# [Problem statement]
Look through the data below and show every line that includes "junctions".

# [The input]
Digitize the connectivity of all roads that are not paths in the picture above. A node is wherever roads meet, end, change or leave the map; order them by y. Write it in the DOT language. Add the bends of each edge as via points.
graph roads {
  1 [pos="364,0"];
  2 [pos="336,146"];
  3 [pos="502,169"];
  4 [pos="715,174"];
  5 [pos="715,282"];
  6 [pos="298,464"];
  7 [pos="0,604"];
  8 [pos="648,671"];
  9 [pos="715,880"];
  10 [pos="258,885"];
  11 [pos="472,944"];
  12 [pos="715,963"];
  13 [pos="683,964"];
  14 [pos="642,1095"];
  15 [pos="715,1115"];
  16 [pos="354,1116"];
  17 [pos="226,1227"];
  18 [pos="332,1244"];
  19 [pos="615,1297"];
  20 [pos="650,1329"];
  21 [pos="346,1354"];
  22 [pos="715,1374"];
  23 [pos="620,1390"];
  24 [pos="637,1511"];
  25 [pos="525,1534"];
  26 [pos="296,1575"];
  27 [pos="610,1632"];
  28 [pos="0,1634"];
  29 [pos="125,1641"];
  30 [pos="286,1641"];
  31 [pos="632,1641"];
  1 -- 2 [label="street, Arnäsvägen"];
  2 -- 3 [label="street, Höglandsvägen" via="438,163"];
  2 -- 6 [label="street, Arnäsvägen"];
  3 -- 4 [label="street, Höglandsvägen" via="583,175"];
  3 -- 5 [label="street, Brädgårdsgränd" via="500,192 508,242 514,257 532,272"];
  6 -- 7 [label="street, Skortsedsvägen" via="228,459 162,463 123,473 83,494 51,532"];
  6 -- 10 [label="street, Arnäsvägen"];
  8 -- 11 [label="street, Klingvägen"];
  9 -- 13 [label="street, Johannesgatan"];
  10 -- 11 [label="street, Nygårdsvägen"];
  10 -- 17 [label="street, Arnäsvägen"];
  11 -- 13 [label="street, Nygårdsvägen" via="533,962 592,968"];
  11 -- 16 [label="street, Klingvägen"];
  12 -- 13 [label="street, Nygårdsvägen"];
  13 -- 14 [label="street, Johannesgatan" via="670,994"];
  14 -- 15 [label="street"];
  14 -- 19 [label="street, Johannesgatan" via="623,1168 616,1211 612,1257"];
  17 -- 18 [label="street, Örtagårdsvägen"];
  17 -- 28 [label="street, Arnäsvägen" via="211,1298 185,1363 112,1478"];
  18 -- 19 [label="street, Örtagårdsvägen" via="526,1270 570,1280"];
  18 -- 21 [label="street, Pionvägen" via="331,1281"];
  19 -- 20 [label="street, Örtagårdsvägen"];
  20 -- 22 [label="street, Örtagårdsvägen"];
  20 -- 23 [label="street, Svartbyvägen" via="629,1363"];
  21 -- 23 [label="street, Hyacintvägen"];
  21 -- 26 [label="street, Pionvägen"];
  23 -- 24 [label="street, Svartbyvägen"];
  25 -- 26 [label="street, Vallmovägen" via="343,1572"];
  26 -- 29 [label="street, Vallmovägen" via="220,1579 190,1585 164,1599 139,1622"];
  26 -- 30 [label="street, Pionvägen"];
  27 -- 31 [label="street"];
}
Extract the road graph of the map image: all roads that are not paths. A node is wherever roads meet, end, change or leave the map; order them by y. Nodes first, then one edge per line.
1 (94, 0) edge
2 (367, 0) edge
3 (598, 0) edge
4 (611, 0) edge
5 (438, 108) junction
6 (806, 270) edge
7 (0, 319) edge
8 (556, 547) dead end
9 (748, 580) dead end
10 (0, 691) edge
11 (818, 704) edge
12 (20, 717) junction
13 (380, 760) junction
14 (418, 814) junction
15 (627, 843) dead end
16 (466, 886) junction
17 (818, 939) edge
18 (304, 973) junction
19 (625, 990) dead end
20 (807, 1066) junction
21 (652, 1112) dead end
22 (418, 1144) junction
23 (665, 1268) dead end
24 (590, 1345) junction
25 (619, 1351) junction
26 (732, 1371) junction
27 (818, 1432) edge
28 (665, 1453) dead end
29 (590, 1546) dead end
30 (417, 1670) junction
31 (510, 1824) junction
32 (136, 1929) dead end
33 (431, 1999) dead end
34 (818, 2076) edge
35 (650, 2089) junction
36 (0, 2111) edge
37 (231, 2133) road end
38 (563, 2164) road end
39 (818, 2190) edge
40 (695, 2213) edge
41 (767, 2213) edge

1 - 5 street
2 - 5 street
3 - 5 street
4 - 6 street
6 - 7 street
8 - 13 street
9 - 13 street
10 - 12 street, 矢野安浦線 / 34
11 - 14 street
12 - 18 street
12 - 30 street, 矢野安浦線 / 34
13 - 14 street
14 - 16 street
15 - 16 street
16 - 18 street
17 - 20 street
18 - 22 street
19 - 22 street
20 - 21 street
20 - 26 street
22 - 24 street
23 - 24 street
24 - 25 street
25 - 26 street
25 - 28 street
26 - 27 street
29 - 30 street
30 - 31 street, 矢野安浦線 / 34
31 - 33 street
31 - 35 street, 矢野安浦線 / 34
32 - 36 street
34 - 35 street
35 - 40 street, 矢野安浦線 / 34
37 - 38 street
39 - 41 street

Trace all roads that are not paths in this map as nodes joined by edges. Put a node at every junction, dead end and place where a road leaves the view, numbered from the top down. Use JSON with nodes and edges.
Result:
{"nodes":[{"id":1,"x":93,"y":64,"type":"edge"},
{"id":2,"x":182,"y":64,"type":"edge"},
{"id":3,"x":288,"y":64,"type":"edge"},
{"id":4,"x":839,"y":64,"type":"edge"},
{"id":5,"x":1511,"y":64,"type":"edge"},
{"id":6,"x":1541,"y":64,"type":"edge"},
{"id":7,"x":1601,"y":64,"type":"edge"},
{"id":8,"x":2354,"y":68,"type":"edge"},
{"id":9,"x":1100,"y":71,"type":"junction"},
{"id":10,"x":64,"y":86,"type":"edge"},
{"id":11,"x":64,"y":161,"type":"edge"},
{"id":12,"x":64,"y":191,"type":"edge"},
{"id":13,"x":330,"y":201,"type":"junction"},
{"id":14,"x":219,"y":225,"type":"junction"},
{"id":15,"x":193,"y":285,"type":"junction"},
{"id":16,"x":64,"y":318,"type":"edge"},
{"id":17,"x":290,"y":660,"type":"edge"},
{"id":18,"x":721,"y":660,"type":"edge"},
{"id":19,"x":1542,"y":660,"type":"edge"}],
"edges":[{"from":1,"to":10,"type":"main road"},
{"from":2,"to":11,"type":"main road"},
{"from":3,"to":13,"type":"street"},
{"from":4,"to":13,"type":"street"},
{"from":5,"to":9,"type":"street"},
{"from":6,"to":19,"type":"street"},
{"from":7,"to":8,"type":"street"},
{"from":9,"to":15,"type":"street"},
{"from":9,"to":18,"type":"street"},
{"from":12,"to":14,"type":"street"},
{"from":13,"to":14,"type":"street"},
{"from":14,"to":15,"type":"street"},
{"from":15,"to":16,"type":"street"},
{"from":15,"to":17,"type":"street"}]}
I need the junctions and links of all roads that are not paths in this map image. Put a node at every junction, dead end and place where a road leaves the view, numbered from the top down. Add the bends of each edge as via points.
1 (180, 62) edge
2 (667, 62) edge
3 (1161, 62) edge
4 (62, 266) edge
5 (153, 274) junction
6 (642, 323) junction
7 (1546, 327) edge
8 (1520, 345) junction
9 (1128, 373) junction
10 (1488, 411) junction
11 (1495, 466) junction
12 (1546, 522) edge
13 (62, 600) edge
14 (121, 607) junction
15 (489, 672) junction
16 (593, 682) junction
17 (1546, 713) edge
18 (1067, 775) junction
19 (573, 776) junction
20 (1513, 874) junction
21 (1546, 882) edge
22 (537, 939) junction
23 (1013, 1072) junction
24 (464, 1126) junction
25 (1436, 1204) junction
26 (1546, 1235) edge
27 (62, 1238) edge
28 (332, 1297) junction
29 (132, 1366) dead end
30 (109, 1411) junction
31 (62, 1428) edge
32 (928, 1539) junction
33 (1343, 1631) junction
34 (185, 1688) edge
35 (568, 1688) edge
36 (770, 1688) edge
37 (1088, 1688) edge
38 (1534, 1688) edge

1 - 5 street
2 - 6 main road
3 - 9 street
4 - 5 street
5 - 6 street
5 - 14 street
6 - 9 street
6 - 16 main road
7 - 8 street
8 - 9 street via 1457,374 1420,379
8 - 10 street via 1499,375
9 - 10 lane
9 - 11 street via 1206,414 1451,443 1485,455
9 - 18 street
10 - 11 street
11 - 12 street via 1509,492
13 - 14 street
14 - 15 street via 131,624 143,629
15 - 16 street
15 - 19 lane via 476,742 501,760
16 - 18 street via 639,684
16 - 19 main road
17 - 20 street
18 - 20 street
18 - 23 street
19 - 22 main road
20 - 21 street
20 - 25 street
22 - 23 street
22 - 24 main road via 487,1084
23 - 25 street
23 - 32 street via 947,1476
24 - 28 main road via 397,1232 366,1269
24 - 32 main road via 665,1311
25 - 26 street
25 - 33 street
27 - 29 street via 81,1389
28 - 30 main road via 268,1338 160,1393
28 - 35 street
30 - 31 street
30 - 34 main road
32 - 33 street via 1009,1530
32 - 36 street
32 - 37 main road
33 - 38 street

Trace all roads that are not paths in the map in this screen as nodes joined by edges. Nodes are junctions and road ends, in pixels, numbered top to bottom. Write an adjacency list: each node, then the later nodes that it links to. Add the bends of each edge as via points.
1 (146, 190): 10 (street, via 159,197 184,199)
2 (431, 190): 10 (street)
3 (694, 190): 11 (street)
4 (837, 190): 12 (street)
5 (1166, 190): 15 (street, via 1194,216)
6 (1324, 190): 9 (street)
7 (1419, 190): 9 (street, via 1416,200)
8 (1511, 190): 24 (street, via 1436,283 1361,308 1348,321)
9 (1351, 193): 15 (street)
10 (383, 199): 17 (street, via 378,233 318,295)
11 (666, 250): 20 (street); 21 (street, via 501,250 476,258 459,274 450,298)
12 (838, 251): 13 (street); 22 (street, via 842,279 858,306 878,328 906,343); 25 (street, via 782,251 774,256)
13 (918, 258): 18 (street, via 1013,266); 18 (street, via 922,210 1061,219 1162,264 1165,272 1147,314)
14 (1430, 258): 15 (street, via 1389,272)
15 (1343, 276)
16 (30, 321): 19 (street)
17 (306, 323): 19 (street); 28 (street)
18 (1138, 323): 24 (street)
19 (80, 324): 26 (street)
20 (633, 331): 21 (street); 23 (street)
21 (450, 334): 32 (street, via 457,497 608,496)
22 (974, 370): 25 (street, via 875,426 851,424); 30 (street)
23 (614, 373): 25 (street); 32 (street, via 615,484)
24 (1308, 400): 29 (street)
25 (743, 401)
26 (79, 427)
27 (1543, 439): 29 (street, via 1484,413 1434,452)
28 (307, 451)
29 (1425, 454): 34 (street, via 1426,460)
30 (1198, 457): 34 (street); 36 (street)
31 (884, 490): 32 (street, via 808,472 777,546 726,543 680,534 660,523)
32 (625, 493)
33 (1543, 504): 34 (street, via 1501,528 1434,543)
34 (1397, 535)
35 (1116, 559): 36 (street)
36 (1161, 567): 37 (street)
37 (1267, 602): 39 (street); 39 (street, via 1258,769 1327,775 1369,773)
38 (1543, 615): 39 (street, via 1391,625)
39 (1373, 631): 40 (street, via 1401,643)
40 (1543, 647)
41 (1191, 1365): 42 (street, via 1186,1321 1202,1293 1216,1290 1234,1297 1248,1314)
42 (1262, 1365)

# [Exercise answer]
I need the junctions and links of all roads that are not paths in this map image. Put a node at every junction, dead end and place where a road leaves the view, numbered from the top down. Add the bends of each edge as via points.
Trace all roads that are not paths in the map in this screen as nodes joined by edges. Nodes are junctions and road ends, in pixels, numbered top to bottom. Write an adjacency list: each node, then the later nodes that it links to. Add the bends of each edge as via points.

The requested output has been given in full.